Content starts

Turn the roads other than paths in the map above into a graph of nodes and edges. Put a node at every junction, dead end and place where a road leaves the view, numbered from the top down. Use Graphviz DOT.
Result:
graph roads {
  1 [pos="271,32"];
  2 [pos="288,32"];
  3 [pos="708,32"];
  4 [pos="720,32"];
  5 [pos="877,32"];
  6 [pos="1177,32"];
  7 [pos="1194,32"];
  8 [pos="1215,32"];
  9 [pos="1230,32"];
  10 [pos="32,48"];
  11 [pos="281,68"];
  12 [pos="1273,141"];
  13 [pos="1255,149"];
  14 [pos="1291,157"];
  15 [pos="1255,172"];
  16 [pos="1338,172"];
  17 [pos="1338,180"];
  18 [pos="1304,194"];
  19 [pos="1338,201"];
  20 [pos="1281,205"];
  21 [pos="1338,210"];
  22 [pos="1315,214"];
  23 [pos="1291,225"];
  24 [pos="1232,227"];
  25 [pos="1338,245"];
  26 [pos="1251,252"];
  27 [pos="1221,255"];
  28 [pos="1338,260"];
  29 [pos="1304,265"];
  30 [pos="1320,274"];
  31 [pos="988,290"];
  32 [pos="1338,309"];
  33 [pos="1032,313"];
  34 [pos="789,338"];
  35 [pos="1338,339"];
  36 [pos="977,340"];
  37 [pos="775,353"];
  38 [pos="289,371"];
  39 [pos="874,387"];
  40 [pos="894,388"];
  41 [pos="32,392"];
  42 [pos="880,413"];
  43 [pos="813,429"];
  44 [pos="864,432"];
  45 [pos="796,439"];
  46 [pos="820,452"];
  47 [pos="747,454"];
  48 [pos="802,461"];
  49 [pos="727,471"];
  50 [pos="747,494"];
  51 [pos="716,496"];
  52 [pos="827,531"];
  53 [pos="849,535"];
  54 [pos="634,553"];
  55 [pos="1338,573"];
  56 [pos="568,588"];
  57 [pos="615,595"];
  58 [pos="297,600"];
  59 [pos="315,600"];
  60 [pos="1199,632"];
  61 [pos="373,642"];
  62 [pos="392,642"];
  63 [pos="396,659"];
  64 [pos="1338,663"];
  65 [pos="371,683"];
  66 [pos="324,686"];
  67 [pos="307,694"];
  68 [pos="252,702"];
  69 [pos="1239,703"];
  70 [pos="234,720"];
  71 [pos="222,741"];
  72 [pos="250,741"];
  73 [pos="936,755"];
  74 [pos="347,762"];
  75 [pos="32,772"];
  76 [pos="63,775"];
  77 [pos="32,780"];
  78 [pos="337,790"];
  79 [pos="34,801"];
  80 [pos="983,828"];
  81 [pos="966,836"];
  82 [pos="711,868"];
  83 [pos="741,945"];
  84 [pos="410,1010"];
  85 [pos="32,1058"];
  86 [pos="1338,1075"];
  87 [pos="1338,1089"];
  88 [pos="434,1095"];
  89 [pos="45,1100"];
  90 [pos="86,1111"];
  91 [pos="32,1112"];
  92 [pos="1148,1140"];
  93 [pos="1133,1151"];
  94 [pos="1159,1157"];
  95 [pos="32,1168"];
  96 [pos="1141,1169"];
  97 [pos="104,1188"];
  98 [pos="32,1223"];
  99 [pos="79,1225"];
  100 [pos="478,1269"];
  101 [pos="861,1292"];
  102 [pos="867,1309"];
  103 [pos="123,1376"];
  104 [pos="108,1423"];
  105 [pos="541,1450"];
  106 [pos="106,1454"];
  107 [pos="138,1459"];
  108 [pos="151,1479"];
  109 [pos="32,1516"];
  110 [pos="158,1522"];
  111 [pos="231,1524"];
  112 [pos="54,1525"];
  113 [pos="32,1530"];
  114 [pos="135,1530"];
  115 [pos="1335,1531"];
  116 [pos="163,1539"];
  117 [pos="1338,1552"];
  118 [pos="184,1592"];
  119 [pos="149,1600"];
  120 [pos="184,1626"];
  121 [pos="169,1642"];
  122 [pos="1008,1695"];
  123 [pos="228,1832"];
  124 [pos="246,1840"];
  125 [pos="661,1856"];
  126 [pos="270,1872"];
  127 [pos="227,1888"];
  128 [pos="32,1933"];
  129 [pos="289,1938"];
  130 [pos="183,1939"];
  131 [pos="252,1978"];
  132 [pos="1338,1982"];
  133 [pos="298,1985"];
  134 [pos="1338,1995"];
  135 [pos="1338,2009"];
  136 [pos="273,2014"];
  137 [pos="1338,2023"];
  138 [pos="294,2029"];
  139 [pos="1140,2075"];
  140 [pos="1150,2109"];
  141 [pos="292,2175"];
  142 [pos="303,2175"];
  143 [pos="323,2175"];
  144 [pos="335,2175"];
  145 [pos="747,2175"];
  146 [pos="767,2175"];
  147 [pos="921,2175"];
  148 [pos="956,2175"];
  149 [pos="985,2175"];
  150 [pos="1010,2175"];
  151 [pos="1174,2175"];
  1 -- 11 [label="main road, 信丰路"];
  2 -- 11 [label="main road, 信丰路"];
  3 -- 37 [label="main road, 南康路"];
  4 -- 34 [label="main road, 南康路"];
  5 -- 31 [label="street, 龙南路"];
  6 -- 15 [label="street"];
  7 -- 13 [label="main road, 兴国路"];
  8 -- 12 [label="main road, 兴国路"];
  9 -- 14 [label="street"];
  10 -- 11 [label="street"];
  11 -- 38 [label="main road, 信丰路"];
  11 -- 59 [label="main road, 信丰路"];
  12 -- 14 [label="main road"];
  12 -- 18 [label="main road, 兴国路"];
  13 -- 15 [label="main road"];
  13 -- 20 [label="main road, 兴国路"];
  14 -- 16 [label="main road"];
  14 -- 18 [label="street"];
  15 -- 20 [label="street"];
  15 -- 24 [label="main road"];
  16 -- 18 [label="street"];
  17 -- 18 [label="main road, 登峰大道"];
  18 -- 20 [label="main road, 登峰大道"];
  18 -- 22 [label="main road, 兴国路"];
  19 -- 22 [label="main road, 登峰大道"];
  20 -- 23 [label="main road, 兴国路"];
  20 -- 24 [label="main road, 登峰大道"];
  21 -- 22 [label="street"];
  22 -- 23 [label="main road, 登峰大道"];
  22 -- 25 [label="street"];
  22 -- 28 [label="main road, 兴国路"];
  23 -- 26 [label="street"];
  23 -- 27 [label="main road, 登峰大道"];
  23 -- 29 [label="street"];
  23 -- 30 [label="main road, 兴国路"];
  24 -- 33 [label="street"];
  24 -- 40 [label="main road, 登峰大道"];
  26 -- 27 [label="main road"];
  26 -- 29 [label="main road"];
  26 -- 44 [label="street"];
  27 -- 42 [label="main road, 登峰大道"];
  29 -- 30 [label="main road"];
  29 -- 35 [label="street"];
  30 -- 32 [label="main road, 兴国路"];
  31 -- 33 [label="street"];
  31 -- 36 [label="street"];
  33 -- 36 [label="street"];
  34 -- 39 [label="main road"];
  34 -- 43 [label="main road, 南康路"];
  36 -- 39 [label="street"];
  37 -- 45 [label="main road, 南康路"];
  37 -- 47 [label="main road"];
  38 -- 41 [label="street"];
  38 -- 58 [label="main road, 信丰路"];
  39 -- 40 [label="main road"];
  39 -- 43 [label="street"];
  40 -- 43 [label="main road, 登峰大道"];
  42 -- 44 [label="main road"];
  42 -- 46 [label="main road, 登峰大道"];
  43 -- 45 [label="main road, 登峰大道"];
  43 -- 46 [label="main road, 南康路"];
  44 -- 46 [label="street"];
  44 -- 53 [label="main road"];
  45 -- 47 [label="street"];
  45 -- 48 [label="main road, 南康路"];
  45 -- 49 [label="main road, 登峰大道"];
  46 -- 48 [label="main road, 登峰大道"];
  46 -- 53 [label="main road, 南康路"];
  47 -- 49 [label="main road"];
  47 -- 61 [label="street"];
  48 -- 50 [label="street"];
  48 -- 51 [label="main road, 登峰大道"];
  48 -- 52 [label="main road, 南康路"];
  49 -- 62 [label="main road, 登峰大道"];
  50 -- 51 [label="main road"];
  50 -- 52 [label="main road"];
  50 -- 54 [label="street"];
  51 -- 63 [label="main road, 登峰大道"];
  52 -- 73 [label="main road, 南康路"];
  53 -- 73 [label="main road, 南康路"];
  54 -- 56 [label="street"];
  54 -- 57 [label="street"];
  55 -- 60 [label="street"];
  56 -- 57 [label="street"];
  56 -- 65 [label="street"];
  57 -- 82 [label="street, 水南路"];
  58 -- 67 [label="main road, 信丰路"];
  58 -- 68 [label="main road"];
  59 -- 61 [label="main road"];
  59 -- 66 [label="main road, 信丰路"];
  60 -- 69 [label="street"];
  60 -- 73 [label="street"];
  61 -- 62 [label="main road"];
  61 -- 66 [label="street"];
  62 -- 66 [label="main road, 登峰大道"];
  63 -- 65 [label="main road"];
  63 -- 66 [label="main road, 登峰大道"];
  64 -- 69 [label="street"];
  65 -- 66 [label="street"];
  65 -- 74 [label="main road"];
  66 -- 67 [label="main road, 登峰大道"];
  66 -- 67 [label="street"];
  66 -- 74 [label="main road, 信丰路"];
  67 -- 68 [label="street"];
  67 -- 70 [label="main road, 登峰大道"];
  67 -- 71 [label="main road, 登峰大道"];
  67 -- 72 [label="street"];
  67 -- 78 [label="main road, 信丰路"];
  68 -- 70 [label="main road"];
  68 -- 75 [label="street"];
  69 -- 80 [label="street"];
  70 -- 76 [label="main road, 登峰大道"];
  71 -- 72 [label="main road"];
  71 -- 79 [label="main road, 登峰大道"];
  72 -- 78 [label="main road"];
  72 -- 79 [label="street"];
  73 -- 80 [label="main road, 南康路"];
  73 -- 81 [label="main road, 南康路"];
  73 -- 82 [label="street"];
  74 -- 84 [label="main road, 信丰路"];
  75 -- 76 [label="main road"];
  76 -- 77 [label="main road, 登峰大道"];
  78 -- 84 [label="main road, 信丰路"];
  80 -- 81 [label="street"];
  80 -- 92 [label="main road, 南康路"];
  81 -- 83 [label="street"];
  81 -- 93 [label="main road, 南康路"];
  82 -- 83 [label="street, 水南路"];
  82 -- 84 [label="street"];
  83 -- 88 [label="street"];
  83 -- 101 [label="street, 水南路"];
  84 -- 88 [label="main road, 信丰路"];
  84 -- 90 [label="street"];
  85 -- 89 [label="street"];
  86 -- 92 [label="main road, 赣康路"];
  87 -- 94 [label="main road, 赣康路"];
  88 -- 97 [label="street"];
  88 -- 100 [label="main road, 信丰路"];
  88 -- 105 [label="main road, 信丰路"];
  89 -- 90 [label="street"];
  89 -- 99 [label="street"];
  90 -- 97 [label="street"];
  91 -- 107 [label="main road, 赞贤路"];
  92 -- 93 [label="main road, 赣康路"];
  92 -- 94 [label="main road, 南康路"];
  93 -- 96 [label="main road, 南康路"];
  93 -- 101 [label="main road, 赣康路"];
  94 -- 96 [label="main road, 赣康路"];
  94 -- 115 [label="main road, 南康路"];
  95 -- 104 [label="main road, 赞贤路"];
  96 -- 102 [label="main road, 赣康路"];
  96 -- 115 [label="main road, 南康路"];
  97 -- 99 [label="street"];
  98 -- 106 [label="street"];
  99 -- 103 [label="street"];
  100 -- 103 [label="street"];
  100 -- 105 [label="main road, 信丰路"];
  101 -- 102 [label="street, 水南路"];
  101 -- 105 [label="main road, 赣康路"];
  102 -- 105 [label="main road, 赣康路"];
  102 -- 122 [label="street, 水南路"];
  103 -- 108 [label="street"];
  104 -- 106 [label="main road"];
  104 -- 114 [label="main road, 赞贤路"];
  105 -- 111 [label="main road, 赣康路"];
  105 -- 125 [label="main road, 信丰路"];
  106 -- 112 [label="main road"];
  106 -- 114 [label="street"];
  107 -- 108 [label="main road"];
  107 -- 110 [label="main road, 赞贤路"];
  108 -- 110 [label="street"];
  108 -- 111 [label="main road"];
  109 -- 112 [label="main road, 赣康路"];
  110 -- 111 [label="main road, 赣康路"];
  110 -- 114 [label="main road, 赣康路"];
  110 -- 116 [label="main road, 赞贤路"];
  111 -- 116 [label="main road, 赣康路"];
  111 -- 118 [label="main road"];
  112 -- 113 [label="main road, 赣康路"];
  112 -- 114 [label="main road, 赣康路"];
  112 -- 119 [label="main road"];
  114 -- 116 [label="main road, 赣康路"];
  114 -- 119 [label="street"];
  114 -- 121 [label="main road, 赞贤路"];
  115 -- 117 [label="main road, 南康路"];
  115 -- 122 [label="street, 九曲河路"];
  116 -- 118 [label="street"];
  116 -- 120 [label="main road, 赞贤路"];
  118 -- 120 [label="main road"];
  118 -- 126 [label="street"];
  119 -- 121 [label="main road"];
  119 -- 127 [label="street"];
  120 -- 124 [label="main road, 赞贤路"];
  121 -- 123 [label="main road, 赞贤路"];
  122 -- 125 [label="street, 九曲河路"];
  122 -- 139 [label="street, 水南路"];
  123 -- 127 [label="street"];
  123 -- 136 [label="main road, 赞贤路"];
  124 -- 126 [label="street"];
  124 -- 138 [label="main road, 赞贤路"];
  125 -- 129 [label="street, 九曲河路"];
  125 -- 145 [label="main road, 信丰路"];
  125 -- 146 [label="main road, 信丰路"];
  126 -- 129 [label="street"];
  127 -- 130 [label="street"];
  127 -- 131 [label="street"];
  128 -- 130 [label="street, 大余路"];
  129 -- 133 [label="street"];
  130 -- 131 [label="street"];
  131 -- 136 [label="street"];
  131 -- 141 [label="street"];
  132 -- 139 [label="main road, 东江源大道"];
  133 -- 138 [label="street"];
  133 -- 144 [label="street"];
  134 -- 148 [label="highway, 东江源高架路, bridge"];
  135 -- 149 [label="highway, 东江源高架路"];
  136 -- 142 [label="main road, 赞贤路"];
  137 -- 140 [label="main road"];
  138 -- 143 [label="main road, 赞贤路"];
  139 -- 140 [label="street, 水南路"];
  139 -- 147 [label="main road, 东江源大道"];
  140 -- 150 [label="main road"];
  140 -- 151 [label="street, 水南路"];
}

Content ends

TASK TO COMPLETE:
If a line above holds the string "roads", count it; give the final total as the only output.

YOUR SOLUTION:
2